_Goal of the exercise_: Nothing but the text should be carried over: reproduce all the data exactly and leave out every image.

_Entries provided_:
================================

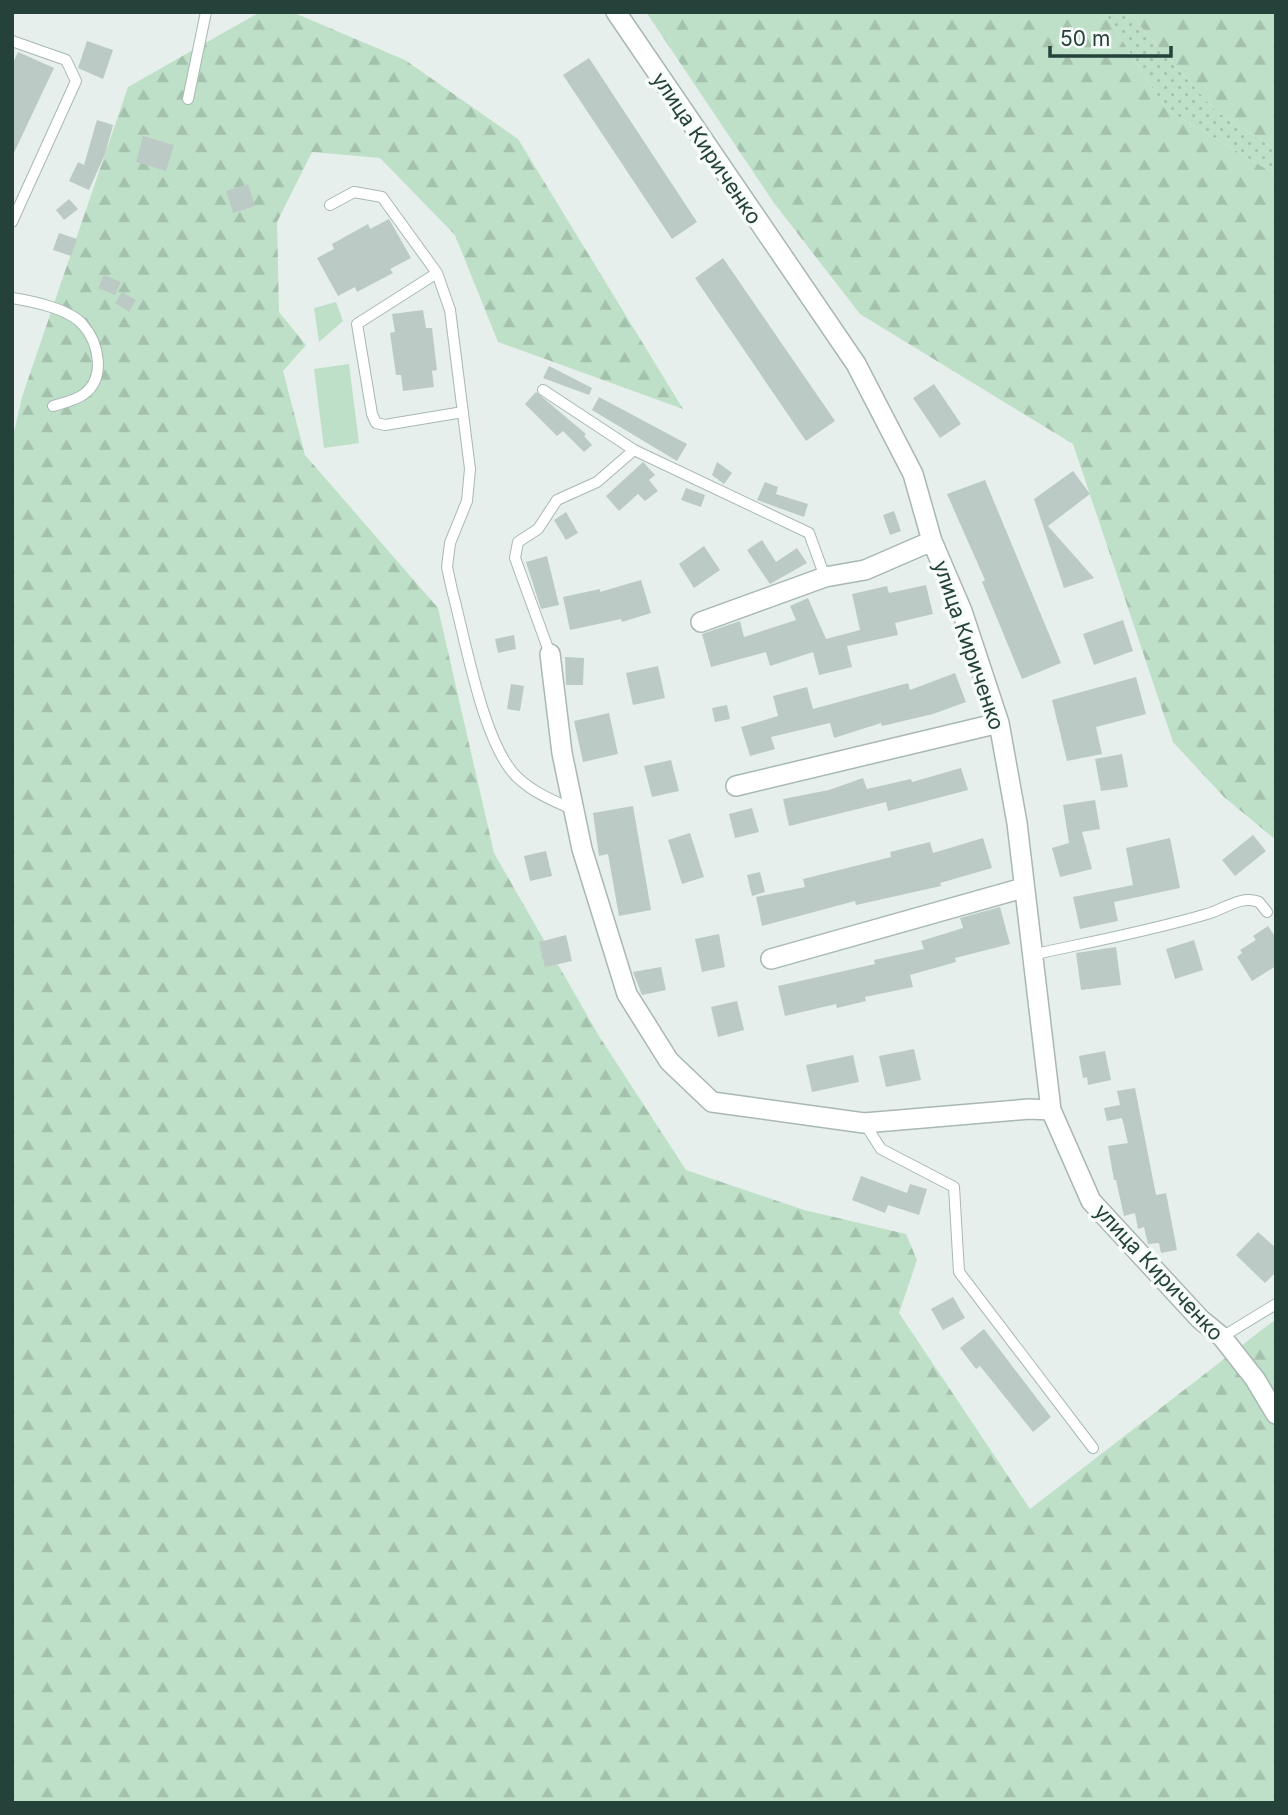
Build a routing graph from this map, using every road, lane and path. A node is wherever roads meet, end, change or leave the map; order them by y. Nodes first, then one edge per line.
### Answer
1 (206, 12) edge
2 (617, 12) edge
3 (12, 41) edge
4 (188, 99) dead end
5 (330, 205) dead end
6 (12, 222) edge
7 (437, 273) junction
8 (12, 298) edge
9 (543, 390) dead end
10 (53, 406) dead end
11 (463, 412) junction
12 (635, 450) junction
13 (932, 541) junction
14 (825, 578) junction
15 (701, 622) dead end
16 (550, 654) joint
17 (999, 723) junction
18 (736, 786) dead end
19 (574, 810) junction
20 (1023, 888) junction
21 (1267, 912) dead end
22 (1031, 955) junction
23 (771, 960) dead end
24 (1051, 1110) junction
25 (864, 1123) junction
26 (1276, 1304) edge
27 (1222, 1338) junction
28 (1276, 1414) edge
29 (1093, 1448) dead end

1 - 4 lane
2 - 13 street, улица Кириченко
3 - 6 lane
5 - 7 lane
7 - 11 lane
7 - 11 lane
8 - 10 lane
9 - 12 lane
11 - 19 lane
12 - 14 lane
12 - 16 lane
13 - 14 street
13 - 17 street, улица Кириченко
14 - 15 street
16 - 19 street
17 - 18 street
17 - 20 street, улица Кириченко
19 - 25 street
20 - 22 street, улица Кириченко
20 - 23 street
21 - 22 lane
22 - 24 street, улица Кириченко
24 - 25 street
24 - 27 street, улица Кириченко
25 - 29 lane
26 - 27 lane
27 - 28 street, улица Кириченко

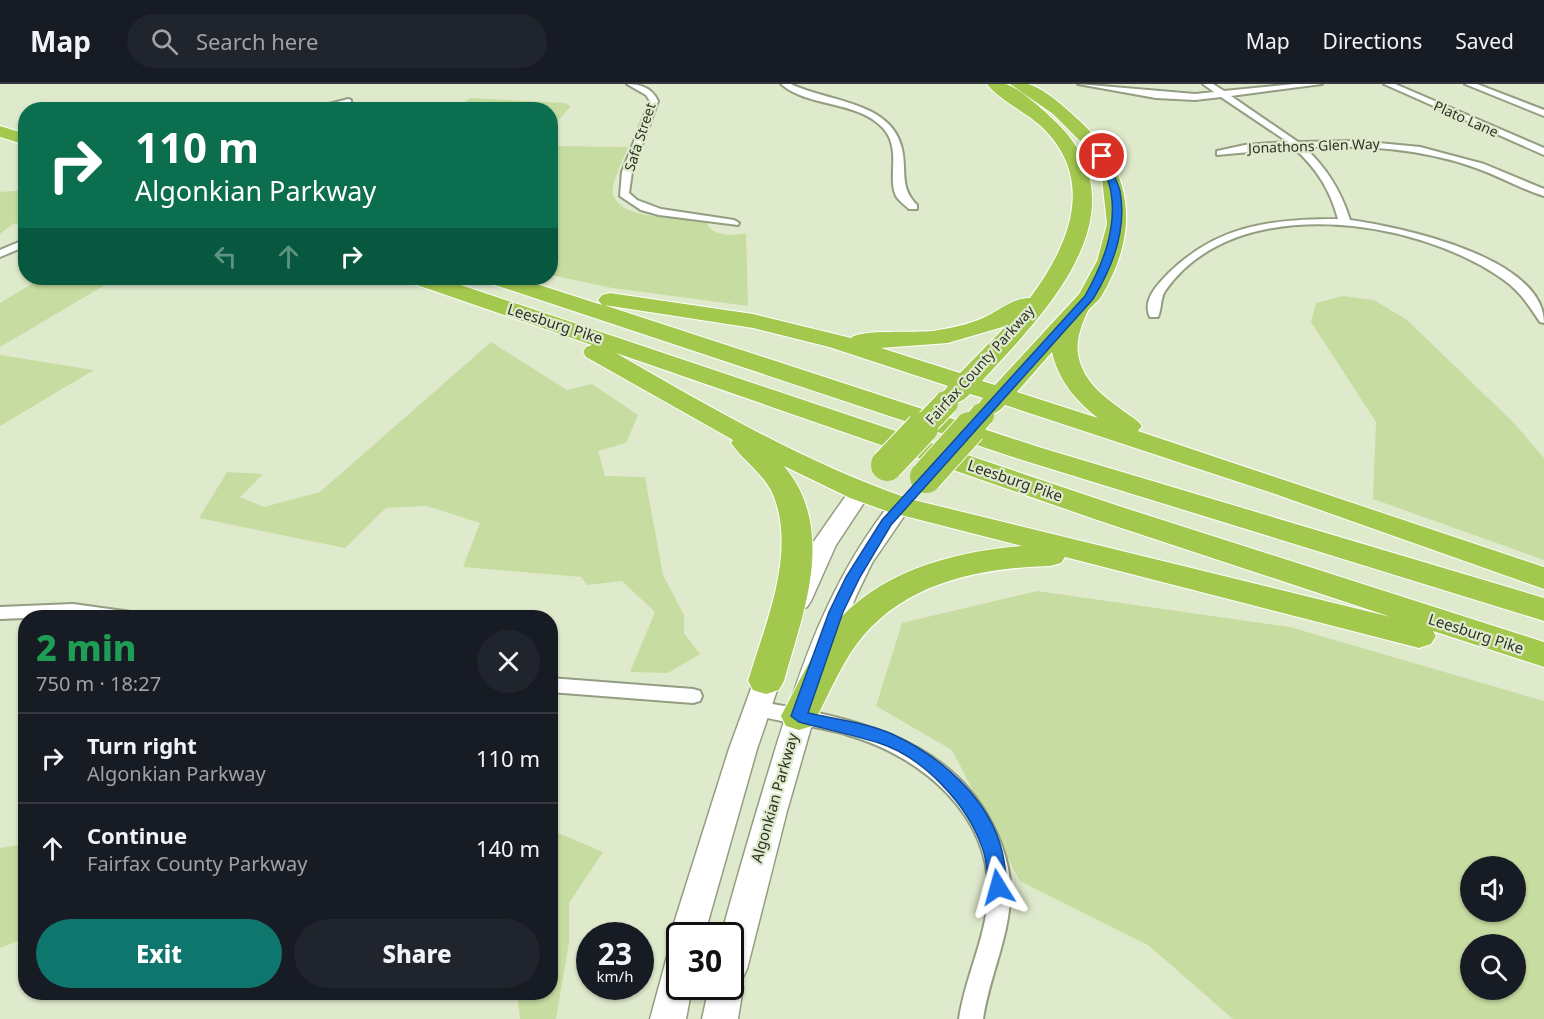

================================

_Response_:
Build a routing graph from this map, using every road, lane and path. A node is wherever roads meet, end, change or leave the map; order them by y. Nodes first, then one edge per line.
### Answer
1 (206, 12) edge
2 (617, 12) edge
3 (12, 41) edge
4 (188, 99) dead end
5 (330, 205) dead end
6 (12, 222) edge
7 (437, 273) junction
8 (12, 298) edge
9 (543, 390) dead end
10 (53, 406) dead end
11 (463, 412) junction
12 (635, 450) junction
13 (932, 541) junction
14 (825, 578) junction
15 (701, 622) dead end
16 (550, 654) joint
17 (999, 723) junction
18 (736, 786) dead end
19 (574, 810) junction
20 (1023, 888) junction
21 (1267, 912) dead end
22 (1031, 955) junction
23 (771, 960) dead end
24 (1051, 1110) junction
25 (864, 1123) junction
26 (1276, 1304) edge
27 (1222, 1338) junction
28 (1276, 1414) edge
29 (1093, 1448) dead end

1 - 4 lane
2 - 13 street, улица Кириченко
3 - 6 lane
5 - 7 lane
7 - 11 lane
7 - 11 lane
8 - 10 lane
9 - 12 lane
11 - 19 lane
12 - 14 lane
12 - 16 lane
13 - 14 street
13 - 17 street, улица Кириченко
14 - 15 street
16 - 19 street
17 - 18 street
17 - 20 street, улица Кириченко
19 - 25 street
20 - 22 street, улица Кириченко
20 - 23 street
21 - 22 lane
22 - 24 street, улица Кириченко
24 - 25 street
24 - 27 street, улица Кириченко
25 - 29 lane
26 - 27 lane
27 - 28 street, улица Кириченко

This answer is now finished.